WHAT THE TASK REQUIRES: Comb through the entries for "graph" and pull out each line that holds it.

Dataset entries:
= = = =

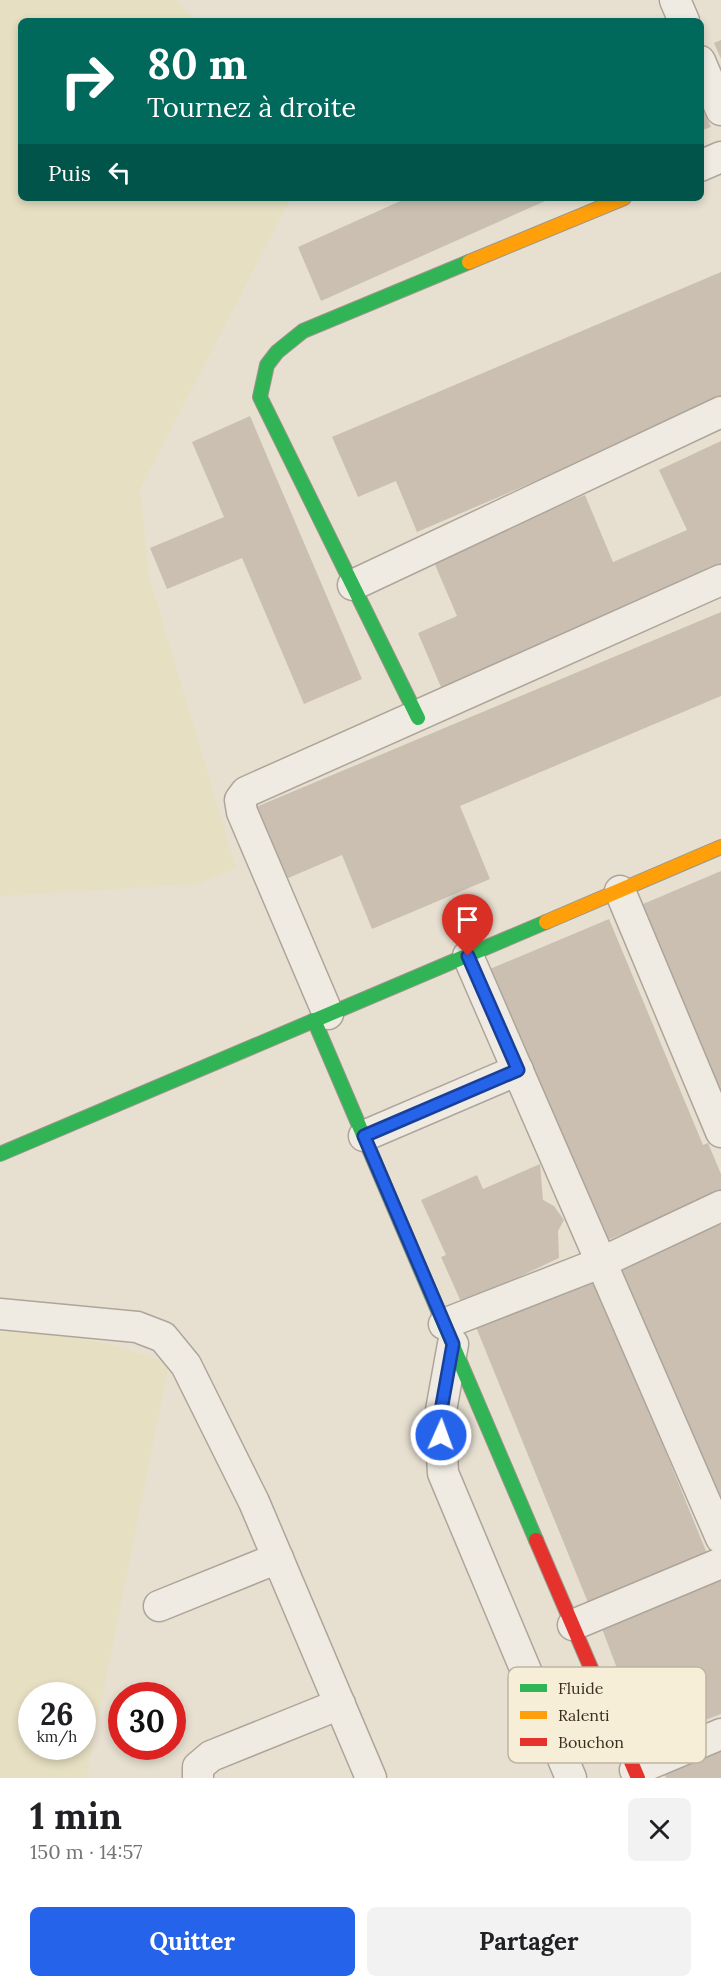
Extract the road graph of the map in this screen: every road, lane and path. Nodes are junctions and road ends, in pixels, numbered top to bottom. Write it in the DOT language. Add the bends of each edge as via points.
graph roads {
  1 [pos="675,0"];
  2 [pos="683,18"];
  3 [pos="704,70"];
  4 [pos="721,110"];
  5 [pos="721,158"];
  6 [pos="704,164"];
  7 [pos="617,201"];
  8 [pos="721,412"];
  9 [pos="721,580"];
  10 [pos="353,585"];
  11 [pos="418,717"];
  12 [pos="721,847"];
  13 [pos="620,891"];
  14 [pos="468,956"];
  15 [pos="321,1017"];
  16 [pos="518,1070"];
  17 [pos="721,1132"];
  18 [pos="364,1136"];
  19 [pos="0,1154"];
  20 [pos="721,1206"];
  21 [pos="600,1263"];
  22 [pos="0,1314"];
  23 [pos="449,1334"];
  24 [pos="721,1538"];
  25 [pos="278,1558"];
  26 [pos="721,1563"];
  27 [pos="159,1606"];
  28 [pos="573,1625"];
  29 [pos="524,1667"];
  30 [pos="591,1667"];
  31 [pos="340,1704"];
  32 [pos="721,1734"];
  33 [pos="706,1741"];
  34 [pos="565,1763"];
  35 [pos="660,1763"];
  36 [pos="637,1774"];
  37 [pos="198,1778"];
  38 [pos="372,1778"];
  39 [pos="571,1778"];
  1 -- 2 [label="street"];
  3 -- 4 [label="street"];
  5 -- 6 [label="street"];
  7 -- 10 [label="street" via="303,331 271,357 262,373 260,397"];
  8 -- 10 [label="street"];
  9 -- 11 [label="street"];
  10 -- 11 [label="street"];
  11 -- 15 [label="street" via="246,792 240,800"];
  12 -- 13 [label="street"];
  13 -- 14 [label="street"];
  13 -- 17 [label="street"];
  14 -- 15 [label="street"];
  14 -- 16 [label="street"];
  15 -- 18 [label="street"];
  15 -- 19 [label="street"];
  16 -- 18 [label="street"];
  16 -- 21 [label="street"];
  18 -- 23 [label="street"];
  20 -- 21 [label="street"];
  21 -- 23 [label="street"];
  21 -- 24 [label="street"];
  22 -- 25 [label="street" via="137,1327 163,1337 186,1365"];
  23 -- 28 [label="street"];
  23 -- 29 [label="street" via="440,1416 443,1473"];
  25 -- 27 [label="street"];
  25 -- 31 [label="street"];
  26 -- 28 [label="street"];
  28 -- 30 [label="street"];
  31 -- 37 [label="street" via="211,1756 198,1767"];
  31 -- 38 [label="street"];
  32 -- 33 [label="street"];
  34 -- 39 [label="street"];
  35 -- 36 [label="street"];
}
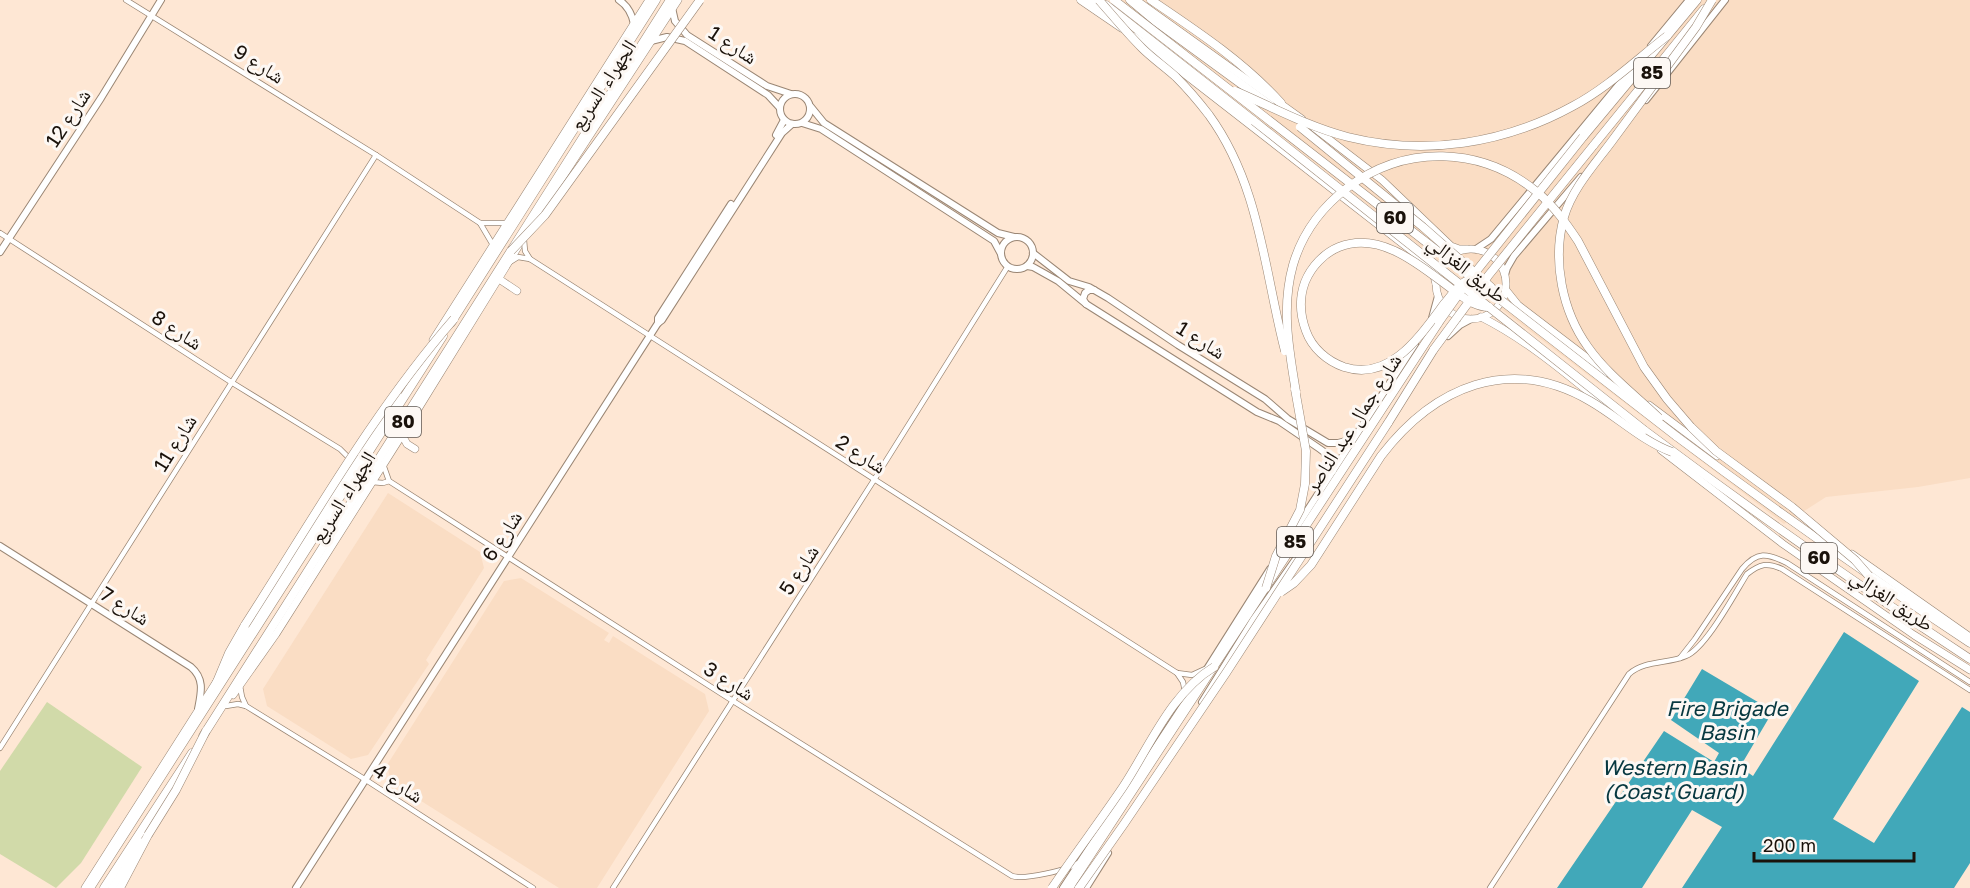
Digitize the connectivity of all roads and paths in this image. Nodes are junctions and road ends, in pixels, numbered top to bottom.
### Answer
1 (126, 0) edge
2 (160, 0) edge
3 (619, 0) edge
4 (649, 0) edge
5 (656, 0) edge
6 (670, 0) edge
7 (678, 0) edge
8 (700, 0) edge
9 (1081, 0) edge
10 (1089, 0) edge
11 (1100, 0) edge
12 (1114, 0) edge
13 (1130, 0) edge
14 (1136, 0) edge
15 (1151, 0) edge
16 (1689, 0) edge
17 (1697, 0) edge
18 (1712, 0) edge
19 (1725, 0) edge
20 (672, 9) junction
21 (151, 16) junction
22 (634, 24) junction
23 (1667, 36) junction
24 (651, 41) junction
25 (1164, 58) junction
26 (1224, 87) junction
27 (791, 94) junction
28 (1281, 103) junction
29 (811, 106) junction
30 (780, 108) junction
31 (784, 120) junction
32 (802, 123) junction
33 (792, 124) junction
34 (376, 156) junction
35 (480, 223) junction
36 (508, 223) junction
37 (0, 233) edge
38 (524, 237) junction
39 (1014, 237) junction
40 (9, 239) junction
41 (493, 246) junction
42 (1467, 249) junction
43 (1476, 249) junction
44 (511, 251) junction
45 (0, 252) edge
46 (1033, 253) junction
47 (1001, 254) junction
48 (530, 259) junction
49 (509, 262) junction
50 (1008, 266) junction
51 (1027, 266) junction
52 (1505, 275) junction
53 (499, 279) junction
54 (1470, 279) junction
55 (1436, 284) junction
56 (1095, 290) junction
57 (1506, 290) junction
58 (517, 291) dead end
59 (1438, 296) junction
60 (1498, 299) junction
61 (1086, 304) junction
62 (1489, 308) junction
63 (1481, 317) junction
64 (454, 319) junction
65 (1471, 319) junction
66 (658, 323) junction
67 (649, 336) junction
68 (231, 382) junction
69 (1296, 392) junction
70 (1265, 399) junction
71 (1257, 412) junction
72 (402, 435) junction
73 (1676, 436) junction
74 (1353, 438) junction
75 (1328, 444) junction
76 (415, 449) dead end
77 (1324, 452) junction
78 (1672, 452) junction
79 (358, 459) junction
80 (383, 464) junction
81 (1333, 471) junction
82 (874, 480) junction
83 (389, 481) junction
84 (372, 482) junction
85 (0, 546) edge
86 (508, 558) junction
87 (1869, 576) junction
88 (1266, 588) junction
89 (1277, 594) junction
90 (91, 604) junction
91 (1970, 638) edge
92 (1970, 643) edge
93 (1680, 658) junction
94 (1970, 659) edge
95 (1211, 668) junction
96 (1970, 670) edge
97 (1177, 673) junction
98 (1970, 682) edge
99 (216, 684) junction
100 (240, 684) junction
101 (1970, 690) edge
102 (1186, 700) junction
103 (733, 701) junction
104 (226, 706) junction
105 (246, 706) junction
106 (198, 712) junction
107 (206, 731) junction
108 (0, 747) edge
109 (367, 781) junction
110 (1081, 861) junction
111 (1062, 869) junction
112 (1069, 884) edge
113 (1083, 886) edge
114 (85, 888) edge
115 (90, 888) edge
116 (104, 888) edge
117 (112, 888) edge
118 (120, 888) edge
119 (298, 888) edge
120 (533, 888) edge
121 (612, 888) edge
122 (1052, 888) edge
123 (1063, 888) edge
124 (1490, 888) edge

1 - 21 street, شارع 9
2 - 21 street, شارع 12
3 - 22 street
4 - 22 main road, الجهراء السريع
5 - 64 highway, الجهراء السريع / 80
6 - 44 highway, الجهراء السريع / 80, bridge
7 - 20 main road, الجهراء السريع
8 - 44 highway, bridge
9 - 25 highway
10 - 25 main road, طريق الغزالي
11 - 62 highway, طريق الغزالي / 60, bridge
11 - 69 highway, bridge
12 - 26 highway, طريق الغزالي / 60, bridge
13 - 60 highway, bridge
14 - 28 main road, طريق الغزالي
15 - 28 highway
16 - 43 street
17 - 23 highway, شارع جمال عبد الناصر / 85
18 - 73 highway, bridge
18 - 89 highway, شارع جمال عبد الناصر / 85, bridge
19 - 52 street
20 - 24 main road, الجهراء السريع
20 - 27 street, شارع 1
21 - 34 street, شارع 9
21 - 40 street, شارع 12
22 - 36 main road, الجهراء السريع
23 - 26 highway, bridge
23 - 54 highway, شارع جمال عبد الناصر / 85, bridge
24 - 30 street, شارع 1
24 - 38 main road, الجهراء السريع
25 - 55 main road, طريق الغزالي
26 - 60 highway, طريق الغزالي / 60, bridge
27 - 29 street
27 - 30 street
28 - 42 main road, طريق الغزالي
29 - 32 street
29 - 39 street
30 - 31 street
31 - 33 street
31 - 66 street, شارع 6
32 - 33 street
32 - 47 street
33 - 66 street, شارع 6
34 - 35 street, شارع 9
34 - 68 street, شارع 11
35 - 36 street
35 - 41 street
36 - 41 main road, الجهراء السريع
37 - 40 street, شارع 8
38 - 48 street
38 - 49 main road, الجهراء السريع
39 - 46 street
39 - 47 street
40 - 45 street, شارع 12
40 - 68 street, شارع 8
41 - 79 main road, الجهراء السريع
42 - 43 main road
42 - 55 main road
43 - 52 main road
44 - 107 highway, الجهراء السريع / 80
46 - 51 street
46 - 56 street, شارع 1
47 - 50 street
48 - 49 street
48 - 67 street, شارع 2
49 - 53 main road, الجهراء السريع
50 - 51 street
50 - 82 street, شارع 5
51 - 61 street, شارع 1
52 - 57 main road
53 - 58 main road
53 - 72 main road, الجهراء السريع
54 - 62 highway, bridge
54 - 88 highway, شارع جمال عبد الناصر / 85, bridge
55 - 59 main road
56 - 61 street
56 - 70 street, شارع 1
57 - 63 main road
57 - 91 main road, طريق الغزالي / 60
59 - 65 main road
59 - 74 street
60 - 73 highway, طريق الغزالي / 60, bridge
61 - 71 street, شارع 1
62 - 78 highway, طريق الغزالي / 60, bridge
63 - 65 main road
63 - 96 main road, طريق الغزالي / 60
64 - 99 highway, bridge
64 - 115 highway, الجهراء السريع / 80, bridge
65 - 113 street, شارع جمال عبد الناصر
66 - 67 street, شارع 6
67 - 82 street, شارع 2
67 - 86 street, شارع 6
68 - 79 street, شارع 8
68 - 90 street, شارع 11
69 - 87 highway, bridge
69 - 88 highway, bridge
70 - 71 street
70 - 75 street, شارع 1
71 - 77 street, شارع 1
72 - 76 main road
72 - 80 main road, الجهراء السريع
73 - 87 highway, 60, bridge
74 - 75 street
74 - 81 street
75 - 77 street
77 - 81 street, شارع 1
78 - 89 highway, bridge
78 - 94 highway, 60
79 - 99 main road, الجهراء السريع
80 - 83 street
80 - 84 main road, الجهراء السريع
81 - 95 street
82 - 97 street, شارع 2
82 - 103 street, شارع 5
83 - 84 street
83 - 86 street, شارع 3
84 - 100 main road, الجهراء السريع
85 - 90 street, شارع 7
86 - 103 street, شارع 3
86 - 109 street, شارع 6
87 - 92 highway, 60
88 - 95 highway, شارع جمال عبد الناصر / 85
89 - 113 highway, شارع جمال عبد الناصر / 85, bridge
90 - 106 street, شارع 7
90 - 108 street, شارع 11
93 - 98 street
93 - 101 street
93 - 124 street
95 - 97 street
95 - 102 street
95 - 112 highway, شارع جمال عبد الناصر / 85
95 - 122 highway, bridge
97 - 102 street
99 - 106 main road, الجهراء السريع
100 - 104 main road, الجهراء السريع
100 - 105 street
102 - 110 street
103 - 111 street, شارع 3
103 - 121 street, شارع 5
104 - 105 street
104 - 117 main road, الجهراء السريع
105 - 109 street, شارع 4
106 - 114 main road, الجهراء السريع
107 - 116 highway, الجهراء السريع / 80, bridge
107 - 118 highway, bridge
109 - 119 street, شارع 6
109 - 120 street, شارع 4
110 - 111 street, شارع 3
110 - 112 street
111 - 112 street
112 - 123 street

= = = =

ANSWER BELOW:
Extract the road graph of the map in this screen: every road, lane and path. Nodes are junctions and road ends, in pixels, numbered top to bottom. Write it in the DOT language. Add the bends of each edge as via points.
graph roads {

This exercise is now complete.